Kate Wolf and Medaya Ocher speak with musician, author, artist and all-around legend Patti Smith about her latest work, The Melting, an extended piece of prose she began releasing last spring in serial form via the Internet platform Substack. The Melting, started in the early days of the pandemic, finds Smith alone in her apartment, her world tour having just been canceled. As she yearns for the freedom of travel while stuck at home, her living space begins to yield to other spaces: dreams, literature, memory, reflection, and fictions. The melting of the title refers not just to global warming, but to time itself.
Also, NoViolet Bulawayo, author of Glory, returns to recommend Nana Darkoa Sekyiamah’s The Sex Lives of African Women.
NoViolet Bulawayo joins Eric Newman and Medaya Ocher to talk about her latest novel, Glory, which explores the waning days and political ouster of Robert Mugabe, the authoritarian leader who controlled NoViolet’s home country of Zimbabwe for nearly four decades before he was overthrown in a coup spearheaded by his Vice President, Emmerson Mnangagwa. Allegorized as animals — in the style of George Orwell’s Animal Farm — the major players in Mugabe’s ouster and a chorus of citizens tell the story of utopian promise that becomes totalitarian terror, of ruthless political subterfuge and everyday survival, of a country torn between the righting of old wrongs and the almost cyclical production of new ones. At once an allegory of Zimbabwe’s history and a deeply poignant reading of the fractious moment we are all living through, Glory looks at how leaders command and forfeit power, as well as at the lives of ordinary people caught in the roiling waters of politics.
Also, Danielle Lindemann, author of True Story: What Reality TV Says About Us, returns to recommend Lorrie Moore’s short story collection Self-Help.
This week it’s a LARB Radio doubleheader. In the first half of the show, Kate Wolf talks with John Markoff about his latest book, Whole Earth: The Many Lives of Stewart Brand.

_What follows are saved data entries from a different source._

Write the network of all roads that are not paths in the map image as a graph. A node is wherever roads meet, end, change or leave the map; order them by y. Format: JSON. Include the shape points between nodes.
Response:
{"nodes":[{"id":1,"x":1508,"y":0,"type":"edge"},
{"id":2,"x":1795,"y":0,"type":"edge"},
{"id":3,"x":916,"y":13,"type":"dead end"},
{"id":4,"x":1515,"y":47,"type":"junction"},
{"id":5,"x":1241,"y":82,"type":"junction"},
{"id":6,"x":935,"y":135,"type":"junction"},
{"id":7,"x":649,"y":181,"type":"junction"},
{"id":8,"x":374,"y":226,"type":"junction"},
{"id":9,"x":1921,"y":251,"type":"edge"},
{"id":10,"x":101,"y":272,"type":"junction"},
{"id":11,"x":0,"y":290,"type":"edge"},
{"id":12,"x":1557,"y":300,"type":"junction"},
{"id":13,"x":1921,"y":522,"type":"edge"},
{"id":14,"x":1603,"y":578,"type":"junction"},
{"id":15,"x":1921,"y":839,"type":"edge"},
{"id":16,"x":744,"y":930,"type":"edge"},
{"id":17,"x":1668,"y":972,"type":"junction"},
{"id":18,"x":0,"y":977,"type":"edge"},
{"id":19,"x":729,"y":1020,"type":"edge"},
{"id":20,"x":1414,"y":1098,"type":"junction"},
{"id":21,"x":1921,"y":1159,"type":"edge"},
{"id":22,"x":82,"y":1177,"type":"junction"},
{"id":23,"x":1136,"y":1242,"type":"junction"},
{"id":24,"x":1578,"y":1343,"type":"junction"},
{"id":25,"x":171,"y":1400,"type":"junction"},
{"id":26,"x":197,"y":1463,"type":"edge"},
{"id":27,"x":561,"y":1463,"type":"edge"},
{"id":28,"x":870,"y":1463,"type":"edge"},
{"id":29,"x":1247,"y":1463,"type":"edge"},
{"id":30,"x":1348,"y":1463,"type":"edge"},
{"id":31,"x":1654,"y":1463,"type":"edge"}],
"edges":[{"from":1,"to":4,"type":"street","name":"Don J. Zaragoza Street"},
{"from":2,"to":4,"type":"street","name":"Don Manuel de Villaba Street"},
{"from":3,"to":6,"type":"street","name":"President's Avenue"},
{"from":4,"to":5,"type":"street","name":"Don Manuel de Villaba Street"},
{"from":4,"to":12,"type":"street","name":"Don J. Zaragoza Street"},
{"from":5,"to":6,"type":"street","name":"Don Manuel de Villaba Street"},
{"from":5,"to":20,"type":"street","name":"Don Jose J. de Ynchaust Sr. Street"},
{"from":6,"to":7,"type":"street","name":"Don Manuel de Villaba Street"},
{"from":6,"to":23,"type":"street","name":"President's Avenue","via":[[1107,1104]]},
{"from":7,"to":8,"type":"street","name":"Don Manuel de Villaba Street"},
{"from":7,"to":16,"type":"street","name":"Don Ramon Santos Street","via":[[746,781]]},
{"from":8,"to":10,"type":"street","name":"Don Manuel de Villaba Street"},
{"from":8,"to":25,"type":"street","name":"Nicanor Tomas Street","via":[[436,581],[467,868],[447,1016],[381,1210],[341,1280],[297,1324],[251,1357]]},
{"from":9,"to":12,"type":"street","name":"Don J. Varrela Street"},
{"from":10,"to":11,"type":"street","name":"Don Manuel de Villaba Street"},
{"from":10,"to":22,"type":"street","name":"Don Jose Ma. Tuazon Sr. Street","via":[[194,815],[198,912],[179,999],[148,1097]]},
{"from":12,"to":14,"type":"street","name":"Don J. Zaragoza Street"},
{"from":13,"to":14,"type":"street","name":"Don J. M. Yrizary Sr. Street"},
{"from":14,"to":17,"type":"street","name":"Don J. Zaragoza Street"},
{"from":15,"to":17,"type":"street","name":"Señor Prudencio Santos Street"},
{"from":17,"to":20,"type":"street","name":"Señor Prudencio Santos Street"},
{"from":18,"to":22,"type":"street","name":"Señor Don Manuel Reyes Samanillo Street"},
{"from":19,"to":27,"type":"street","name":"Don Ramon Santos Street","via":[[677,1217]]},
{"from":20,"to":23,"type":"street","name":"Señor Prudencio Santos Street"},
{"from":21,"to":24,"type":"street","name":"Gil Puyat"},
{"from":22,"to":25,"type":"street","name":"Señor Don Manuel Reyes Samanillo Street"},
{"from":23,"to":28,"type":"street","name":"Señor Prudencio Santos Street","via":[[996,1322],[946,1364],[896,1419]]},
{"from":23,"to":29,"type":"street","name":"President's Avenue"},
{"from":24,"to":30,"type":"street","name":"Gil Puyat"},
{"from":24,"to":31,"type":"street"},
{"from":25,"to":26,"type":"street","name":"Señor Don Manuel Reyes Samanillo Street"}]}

Brand is probably best known as the creator of the Whole Earth Catalog, a countercultural magazine he published regularly between 1968 and 1972, and then infrequently up until 1998. With influences ranging from the Beat poets whom Brand met as a youth in San Francisco to his experimentation with LSD, the wisdom of indigenous cultures, and the philosophy of Buckminster Fuller, Whole Earth Catalog featured articles on sustainable living, ecology, and emerging technologies. As Markoff shows in his book, Brand — who’s worked as a photographer, writer, political advisor, and environmental activist, among other things — is not an easy person to pin down. His sympathies have ranged from libertarianism to eco-pragmatism, which stresses “useful technologies,” including nuclear power. Brand is now 83 and Markoff’s book is based on many years of interviews with him.
In the second half of the show, Kate is joined by artist Ulysses Jenkins on the occasion of his first, long overdue retrospective, Without Your Interpretation, which runs until May 15th at the Hammer Museum in Los Angeles. Jenkins’s career spans five decades and he’s known especially for his pioneering video and performance art pieces, which often explore questions of race, multiculturalism, ritual, representation, and technology. Born in Los Angeles in 1946, Jenkins has been integral to the artistic evolution of the city, collaborating and forming collectives with many other important artists, including Senga Nengudi, Maren Hassinger, David Hammons, Nancy Buchanan, Harry Gamboa Jr., May Sun, and Kitt Galloway and Sherrie Rabinowitz.